While it’s true that not everyone residing on 4 wheels is as focused on a goal as Ilgunas, even transient, the ones traveling, are no slouches. Living in a compact space has been a growing trend since the economic downturn began. While many choose to live in a smaller, stationary abode, there is still rent attached. What Ilgunas did and many like him are doing is significantly decreasing, if not deleting their overhead. The stories are endless. Their choices are incredibly intentional. They plan their weekly meals and take meticulous care of both their bodies and vans. Until Obamacare kicks in, health insurance wasn’t mandatory, and they couldn’t afford it, so they ate clean, got a gym membership for exercise, bathrooms, showers, unlimited water and a place to charge their cell phone.

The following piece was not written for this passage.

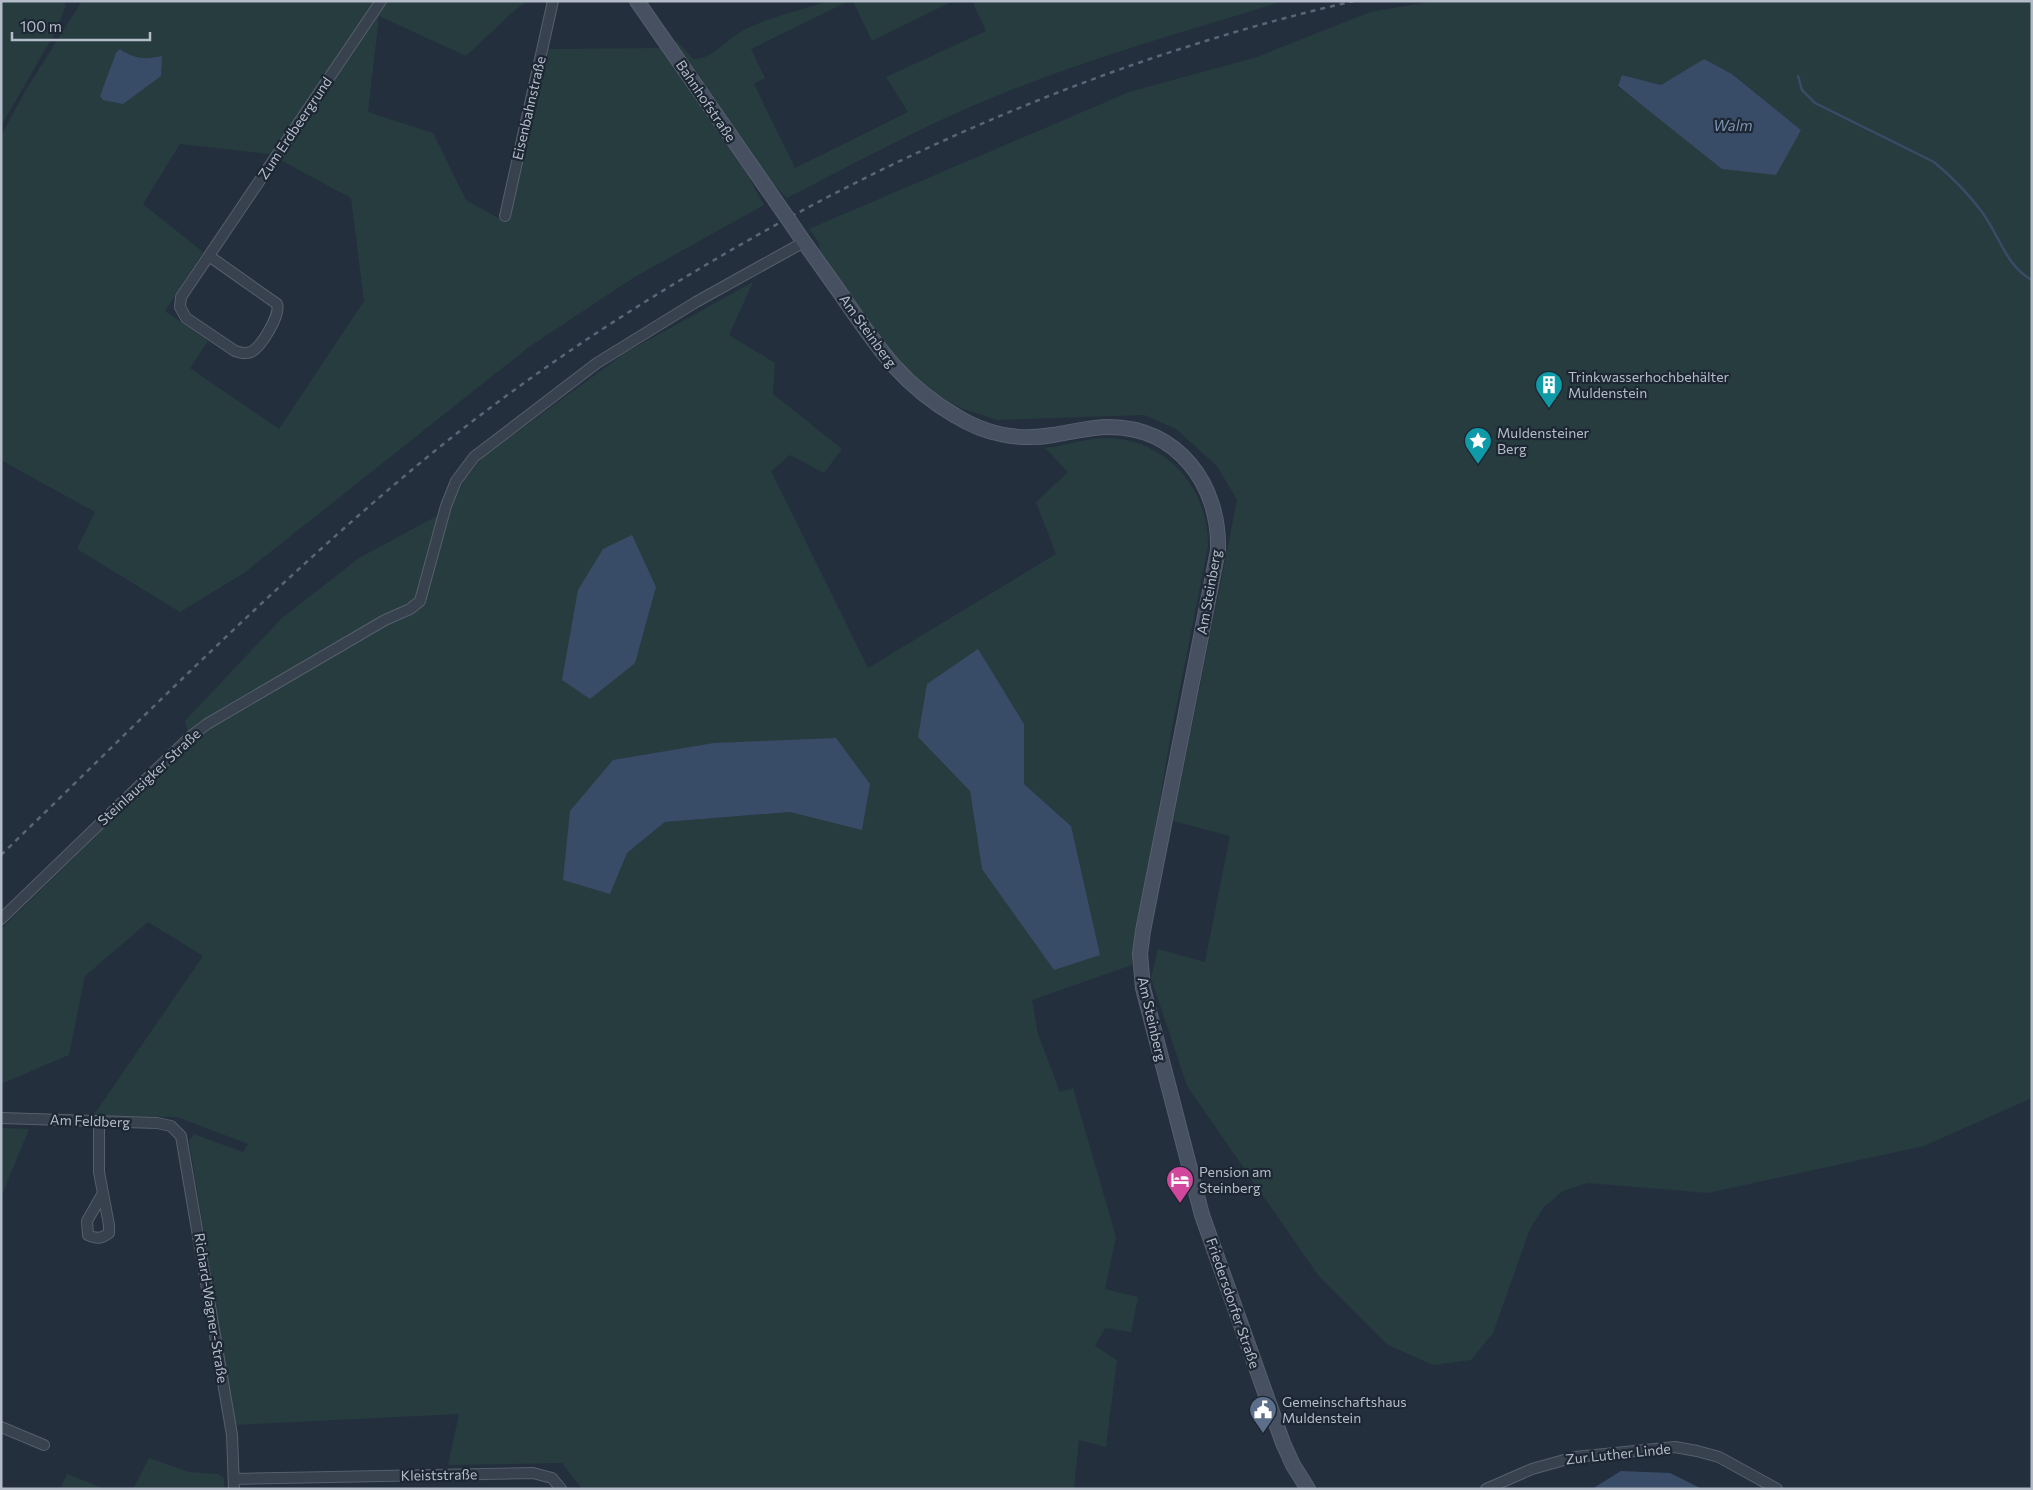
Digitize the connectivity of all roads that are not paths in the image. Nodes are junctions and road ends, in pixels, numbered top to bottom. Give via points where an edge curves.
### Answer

They’re often accused of being drunks, but they’re their own security system and can neither afford the booze nor being inebriated, thus compromising their ability to fend off intruders to their “home,” which happens more than you’d think. They don’t have old clothes on a shelf that they intend to fit into again one day or stockpile their favorite snack. Every inch of their van is necessary and collecting things they’ll never use isn’t in the spatial budget. What they have, they use. They shop for food regularly, often choosing farmer’s markets to eat fresh, clean food. They have hot pots, electric skillets and other minimal cooking equipment, but what’s lacking in equipment they make up for in fresh produce and creativity.
No, this isn’t a lifestyle many people could willingly, or even unwillingly, adapt to, but it does happen to be a growing choice for those struggling with debt brought on by student loans, divorce, or even choosing to avoid going into debt, like Ilgunas. The take away here is not to pare down so much that you’re living on the side of the street, but what we can all glean from their lifestyle is a sense of intention in our finances and to lose the passive acquisition mentality. Just because you want it and you can afford it, does that mean you should have it? No. Variety isn’t always the spice of life. Sometimes it’s the bane of your checkbook and a hollow grab at fulfillment. Passive acquisition is destroying budgets and financial futures one purchase at a time. Step back and take a look at your home. What’s there that’s collecting dust or holds barely a memory of why it’s on the shelf? Does it have value; can you sell it? Are all of those jeans being worn or can you donate a few pairs? What does your space, the items in your refrigerator and the purchases you make say about your own financial goals?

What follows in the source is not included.